There is then a very
long gap before the last entry in Notebook 3, dated 2 April 1977, in which
Geblesco writes that she has been very ill - from the description, a reader
will infer cancer.
Notebook
4 (April
1977 - May 1978) opens with a statement that from the waiting room she can
overhear an analysis going on in Lacan’s consulting room (p 141); a second
incident, more dramatic, is reported at page 148. The salle d’attente system which Lacan operates strikes me as
amateurish at best and unprofessional at worst.

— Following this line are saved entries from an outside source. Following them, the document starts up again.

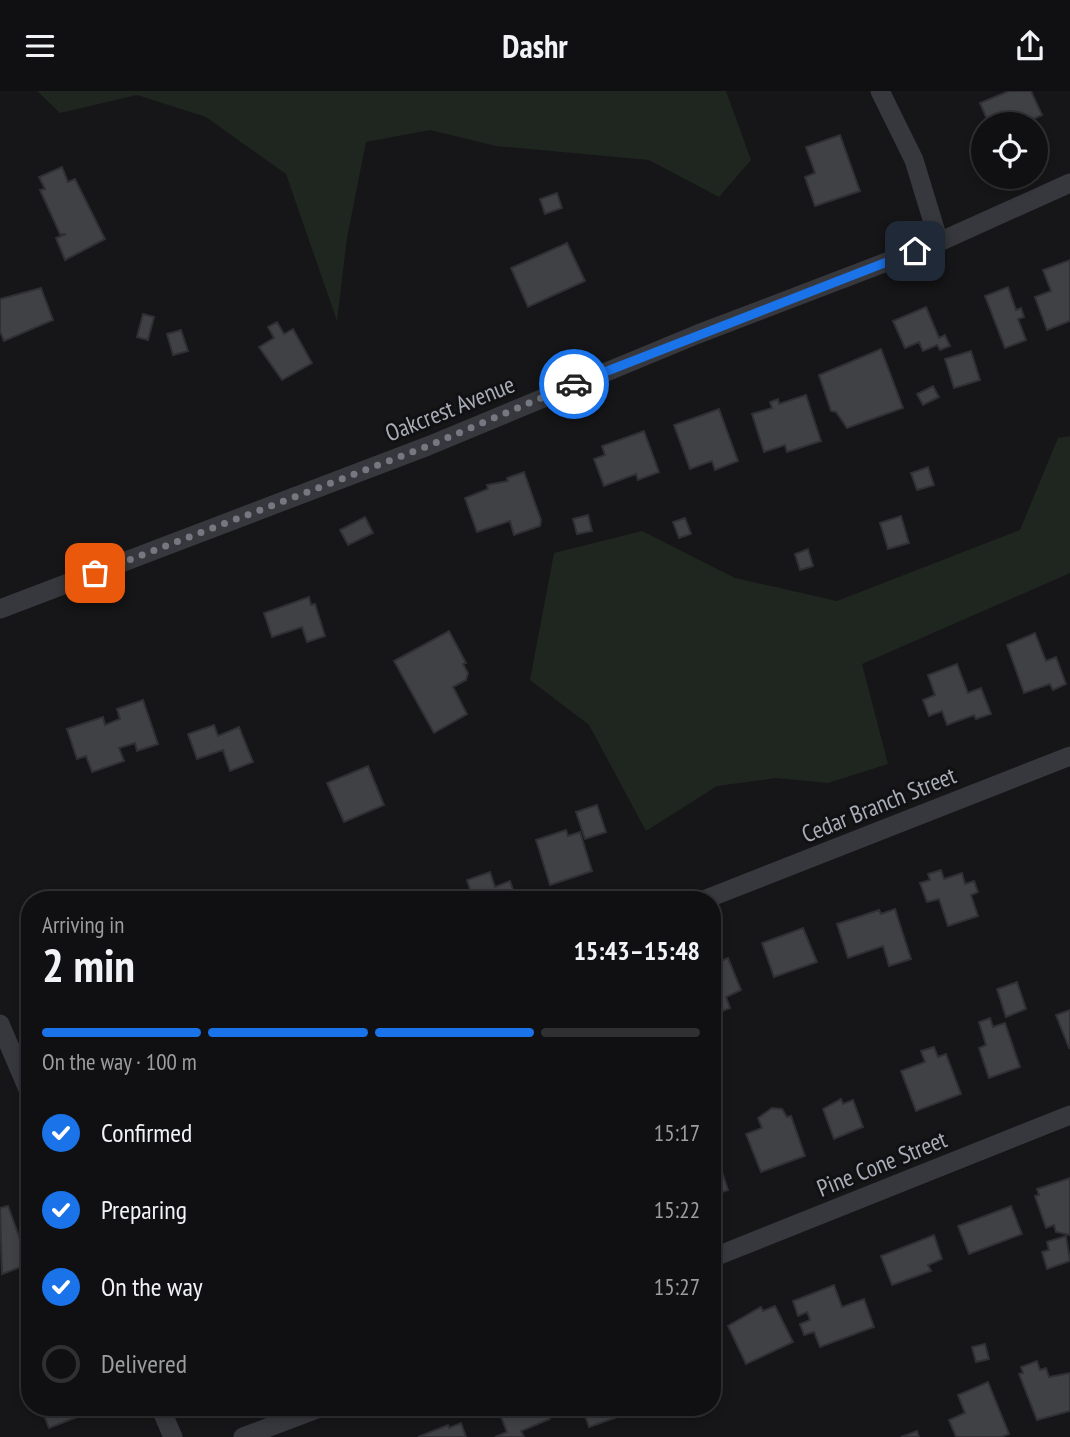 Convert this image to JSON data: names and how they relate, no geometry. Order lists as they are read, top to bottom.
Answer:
{
  "streets": {
    "street": ["Oakcrest Avenue", "Cedar Branch Street", "Pine Cone Street"]
  },
  "page": {
    "header": "Dashr",
    "heading": ["2 min", "Arriving in", "15:43–15:48"],
    "bar": "On the way · 100 m",
    "list": [
      ["Confirmed", "15:17"],
      ["Preparing", "15:22"],
      ["On the way", "15:27"],
      "Delivered"
    ]
  }
} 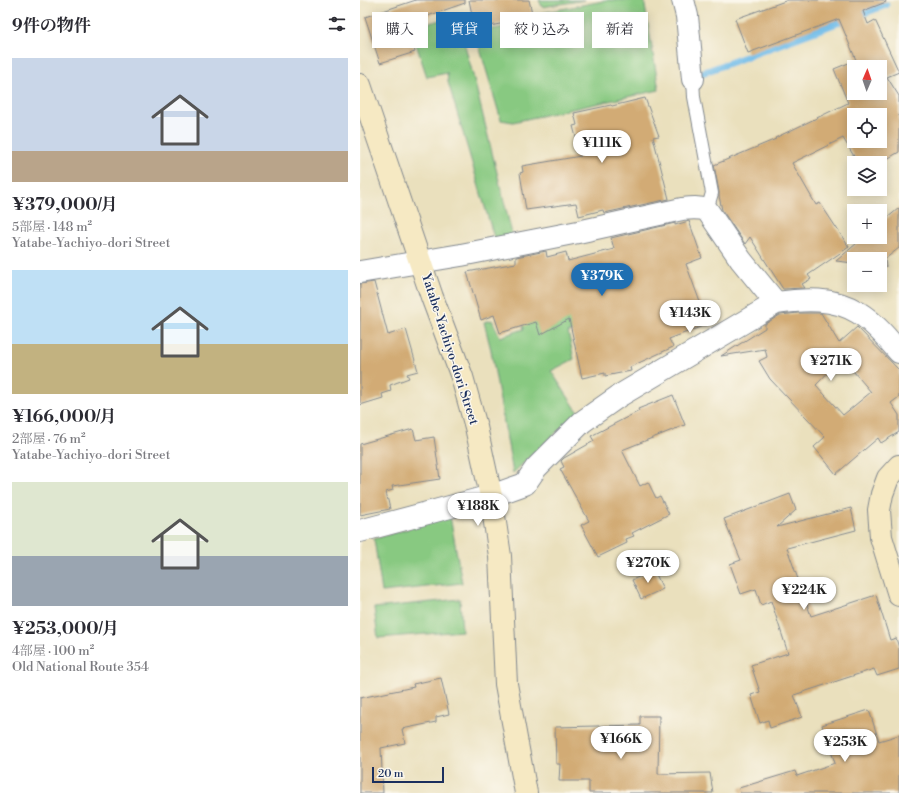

She says she is drawn to a male client, not
classically beautiful but … Lacan isn’t happy and at the end of the session
insists she returns the following week (p 143). On 13 June Geblesco writes a
sentence which could be a very good essay question, Love is analysis itself (p 147) and wants to know if one can get
beyond the conventional explanation of love, Because it was me and because it was him/her. Lacan issues a warning about her attraction to her
client. At page 148 there is a first remark about the fact that Lacan is
getting old.
Everything stops for Les Vacances and we jump from 14 June to
18 October 1977 on which date there appears to be no recognition that an
improvement in one of Geblesco’s patient's mood may be due to the fact that she
has had thyroid surgery and hasn’t been in analysis for the period of les vacances.
Geblesco criticises
Freud for a reductive/positivist failure to allow for any mysticism (p 150) and
Lacan wants her to come back for another meeting the next day. She asks herself,
Do I have to pay ( p 155). Yes, she does ( p 158 ) though she makes him take a
cheque. I love discussing with him but if
I have to pay for that, my means don’t allow me to do it often. At page 161
she finds it tiresome that there is no time to discuss a client’s case in
depth. Page 167 she makes a slip and asks for her next appointment on 14
February; Gloria laughs, presumably recognising a Freudian slip when it’s put
on a plate. In the entry for that date she writes that she has been talking to
Julia Kristeva about him. Kristeva says that she loves Lacan a lot. Geblesco
adds, Moi, aussi je l’aime beaucoup.(
p 168).
There is then an
important passage at page 169 where Geblesco appears to summarise what happened
to her relationship to her real father: one day he takes you to the cinema and
you never see him again.
Notebook
5
(June 1978 - September 1981). This last notebook chronicles the decline in
Lacan’s health and the eventual acrimonious dissolution of the Ecole Freudienne de Paris. The language becomes more religious - Bible phrases and so on with
magical numbers thrown in - and in other respects more abject: only illness has prevented me from obeying
him and to be there when he wished (p 212). This is not quite true: she has
shown herself capable of standing up to him and there is in this notebook 5 a
passage where she seems to be making a pitch to occupy Lacan’s place as a
thinker.
She says she wants to work up
the idea that The unconscious is
structured like a lineage and immediately Lacan terminates the session
which has only just begun (p 209).
(She is thinking of the way in which a psychological burden can be carried over
more than two generations, which I think is true). Lacan doesn’t like it when
she expresses approbation for anyone else’s psychoanalytic work: I believe he didn’t really like it that I
had expressed appreciation for A Didier-Weill. Not that he’s megalomaniac but
he’s fragile …(p 203).
We learn more about her
relationship with her own father. Lacan
is much more for me than my own father (p 216) and she cries when Lacan
dies, me who didn’t cry when my father
died (p 250). These more frequent references to her own life in the last
notebook, linked to Lacan’s decline and death, bring into the foreground the
tragic aspect of these notebooks. Geblesco has spent six or seven years of her
life making tiring journeys from Monaco to Paris and paying 400 ( latterly 500)
francs a time to talk for a few minutes to someone who treats her badly. And
maybe just because her own father treated her badly.